Monday, January 11, 2010

Sympathy cash 'pours in' for loss of Ady Gil


IT lost a boat worth $2 million, but hundreds of thousands of dollars have poured into the coffers of controversial protest group Sea Shepherd since their ship Ady Gil was allegedly rammed and sunk by a Japanese whaler.


The group's leader Captain Paul Watson today said $170,000 was pledged in the first few hours after the incident while more was flooding in following the screening of a Sea Shepherd advert featuring Transformers actress Isabel Lucas.

And Mr Watson praised Australian Acting Prime Minister Julia Gillard - who has been accused by Japan of inflaming public opinion and making diplomatic resolution of the whaling dispute harder to realise - for speaking out.

"Julia Gillard is the only politician who has had the courage to say something about the illegal activities Japan has undertaken; the rest of them are hiding behind Japan's kimonos as far as I can see," Mr Watson said.


He was especially scathing of New Zealand Foreign Affairs Minister Murray McCully, who has said it was not the NZ Government's responsibility to send armed vessels to protect people "determined to break the law".

“The Minister of Foreign Affairs has made ignorant and unsubstantiated accusations and he should apologise and if he refuses to apologise he should be asked to resign," Mr Watson said.

"How dare he take Japan’s side in this issue against his own citizens?

"If a Sea Shepherd ship had rammed and sunk a Japanese ship, there would be no hesitation in sending a Navy ship to the Southern Ocean with a warrant of arrest."

Mr Watson said Sea Shepherd was grateful for public support of their activities after the loss of the Ady Gil off Antarctica on January 6 and hoped that the ship would be able to be replaced with the support of its original benefactor.

Sea Shepherd also posted new footage of the high seas collision to address claims made by retired naval commander Norman MacMillan that the Ady Gil was at fault.

Although sea law dictates that any vessel on the starboard, or right-hand side, of a ship has right of way, Mr MacMillan said he believed the Ady Gil left it too late to avoid a collision with the whaling ship Shonan Maru No 2, which rammed into the trimaran on January 6, cutting it in two.

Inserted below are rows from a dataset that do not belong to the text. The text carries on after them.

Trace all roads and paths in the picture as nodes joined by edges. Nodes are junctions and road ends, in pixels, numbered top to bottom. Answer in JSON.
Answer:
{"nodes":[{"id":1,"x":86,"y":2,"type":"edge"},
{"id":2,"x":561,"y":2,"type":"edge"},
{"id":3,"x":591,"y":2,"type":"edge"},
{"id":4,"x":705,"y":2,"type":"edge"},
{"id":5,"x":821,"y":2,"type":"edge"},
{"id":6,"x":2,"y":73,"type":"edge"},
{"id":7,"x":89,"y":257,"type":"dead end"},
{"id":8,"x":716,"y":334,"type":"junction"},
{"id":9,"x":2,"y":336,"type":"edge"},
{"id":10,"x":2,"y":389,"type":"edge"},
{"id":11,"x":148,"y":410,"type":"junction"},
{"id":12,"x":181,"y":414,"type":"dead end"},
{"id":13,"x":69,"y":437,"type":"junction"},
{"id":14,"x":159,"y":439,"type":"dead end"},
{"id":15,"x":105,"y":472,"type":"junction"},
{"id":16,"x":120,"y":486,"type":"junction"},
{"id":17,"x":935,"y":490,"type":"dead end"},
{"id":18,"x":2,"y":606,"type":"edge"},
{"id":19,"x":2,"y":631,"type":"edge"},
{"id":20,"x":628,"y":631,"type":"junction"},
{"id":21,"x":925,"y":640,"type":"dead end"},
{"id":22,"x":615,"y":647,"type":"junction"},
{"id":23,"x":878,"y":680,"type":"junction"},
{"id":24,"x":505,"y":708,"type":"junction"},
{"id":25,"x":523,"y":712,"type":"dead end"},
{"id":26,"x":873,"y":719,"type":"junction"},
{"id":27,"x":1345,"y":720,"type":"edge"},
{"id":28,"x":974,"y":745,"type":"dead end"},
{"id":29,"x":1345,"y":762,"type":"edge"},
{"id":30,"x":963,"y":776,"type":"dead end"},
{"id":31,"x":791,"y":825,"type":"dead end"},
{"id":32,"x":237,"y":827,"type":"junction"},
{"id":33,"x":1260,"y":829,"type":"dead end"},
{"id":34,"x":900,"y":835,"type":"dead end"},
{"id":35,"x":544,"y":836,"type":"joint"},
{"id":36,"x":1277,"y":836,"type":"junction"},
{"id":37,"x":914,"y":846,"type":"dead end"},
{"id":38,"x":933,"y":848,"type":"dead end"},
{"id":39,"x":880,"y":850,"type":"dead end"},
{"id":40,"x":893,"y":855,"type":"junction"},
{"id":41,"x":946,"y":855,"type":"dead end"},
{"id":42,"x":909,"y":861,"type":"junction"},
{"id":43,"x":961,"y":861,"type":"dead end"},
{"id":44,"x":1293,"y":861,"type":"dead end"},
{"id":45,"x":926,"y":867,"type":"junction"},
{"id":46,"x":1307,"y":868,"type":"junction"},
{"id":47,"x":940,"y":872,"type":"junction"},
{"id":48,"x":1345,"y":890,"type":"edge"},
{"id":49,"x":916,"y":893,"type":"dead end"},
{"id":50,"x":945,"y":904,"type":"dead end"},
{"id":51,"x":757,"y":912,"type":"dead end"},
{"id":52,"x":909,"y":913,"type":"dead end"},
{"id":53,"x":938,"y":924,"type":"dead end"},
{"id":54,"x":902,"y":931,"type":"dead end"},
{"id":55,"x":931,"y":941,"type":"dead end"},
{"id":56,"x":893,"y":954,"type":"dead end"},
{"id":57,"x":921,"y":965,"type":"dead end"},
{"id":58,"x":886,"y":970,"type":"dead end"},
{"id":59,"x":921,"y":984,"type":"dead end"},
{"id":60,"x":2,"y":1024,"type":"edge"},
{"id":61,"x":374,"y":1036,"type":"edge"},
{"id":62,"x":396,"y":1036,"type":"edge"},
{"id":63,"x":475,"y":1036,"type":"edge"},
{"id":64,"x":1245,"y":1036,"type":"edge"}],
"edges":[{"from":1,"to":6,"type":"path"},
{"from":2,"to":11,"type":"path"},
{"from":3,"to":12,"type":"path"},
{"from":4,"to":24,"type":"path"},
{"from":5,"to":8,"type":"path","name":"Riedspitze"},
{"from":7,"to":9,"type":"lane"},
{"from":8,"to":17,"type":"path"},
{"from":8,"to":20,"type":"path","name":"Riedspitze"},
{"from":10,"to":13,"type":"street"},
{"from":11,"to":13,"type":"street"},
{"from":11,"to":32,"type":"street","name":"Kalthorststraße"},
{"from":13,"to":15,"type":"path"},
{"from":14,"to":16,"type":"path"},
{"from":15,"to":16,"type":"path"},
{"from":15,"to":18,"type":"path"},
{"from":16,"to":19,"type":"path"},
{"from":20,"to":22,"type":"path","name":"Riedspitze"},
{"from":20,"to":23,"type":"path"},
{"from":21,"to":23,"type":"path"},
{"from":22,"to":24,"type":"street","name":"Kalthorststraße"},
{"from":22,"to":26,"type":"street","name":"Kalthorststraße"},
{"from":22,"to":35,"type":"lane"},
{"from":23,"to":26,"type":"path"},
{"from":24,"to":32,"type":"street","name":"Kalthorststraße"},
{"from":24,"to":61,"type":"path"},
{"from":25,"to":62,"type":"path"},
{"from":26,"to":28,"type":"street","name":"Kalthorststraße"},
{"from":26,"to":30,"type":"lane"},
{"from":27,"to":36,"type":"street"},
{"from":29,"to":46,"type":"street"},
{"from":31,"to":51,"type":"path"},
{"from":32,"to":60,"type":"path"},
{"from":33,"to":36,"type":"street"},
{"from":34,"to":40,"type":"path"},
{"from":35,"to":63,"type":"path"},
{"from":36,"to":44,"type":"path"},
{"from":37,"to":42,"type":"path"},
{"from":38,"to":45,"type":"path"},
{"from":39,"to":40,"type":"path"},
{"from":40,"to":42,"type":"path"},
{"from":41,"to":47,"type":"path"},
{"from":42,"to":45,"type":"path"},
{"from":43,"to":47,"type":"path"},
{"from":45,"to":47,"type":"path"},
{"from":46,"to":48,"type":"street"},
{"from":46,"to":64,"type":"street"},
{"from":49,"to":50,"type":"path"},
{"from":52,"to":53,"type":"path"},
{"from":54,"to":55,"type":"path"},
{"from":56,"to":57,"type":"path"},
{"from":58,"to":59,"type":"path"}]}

Mr MacMillan told The Mercury that while he did not support the actions of the Japanese whalers, as a mariner he was able to interpret the incident through video footage.

"It appears that the Ady Gil was putting itself deliberately in front of the whale catcher to try and make it alter course," Mr MacMillan said.

Sea Shepherd have now released a three-minute, 20-second unedited video clip shot aboard the Ady Gil and posted on YouTube, showing crew members relaxing and joking on the roof of the boat until moments before the collision with the Shonan Maru 2.

The Japanese vessel is visible in the distance as Captain Pete Bethune asks crew member Laurens de Groot to relay instructions to have the Ady Gil stopped.

Two minutes into the clip, the long-range acoustic device aboard the Shonan Maru 2 can be heard.

The trio watches unconcerned and takes photographs as the ship approaches and appears to turn towards them with its water cannons aimed at the Ady Gil.

Seconds before the collision the men start yelling.

The footage ends a split second before the impact as the cameraman scrambles clear.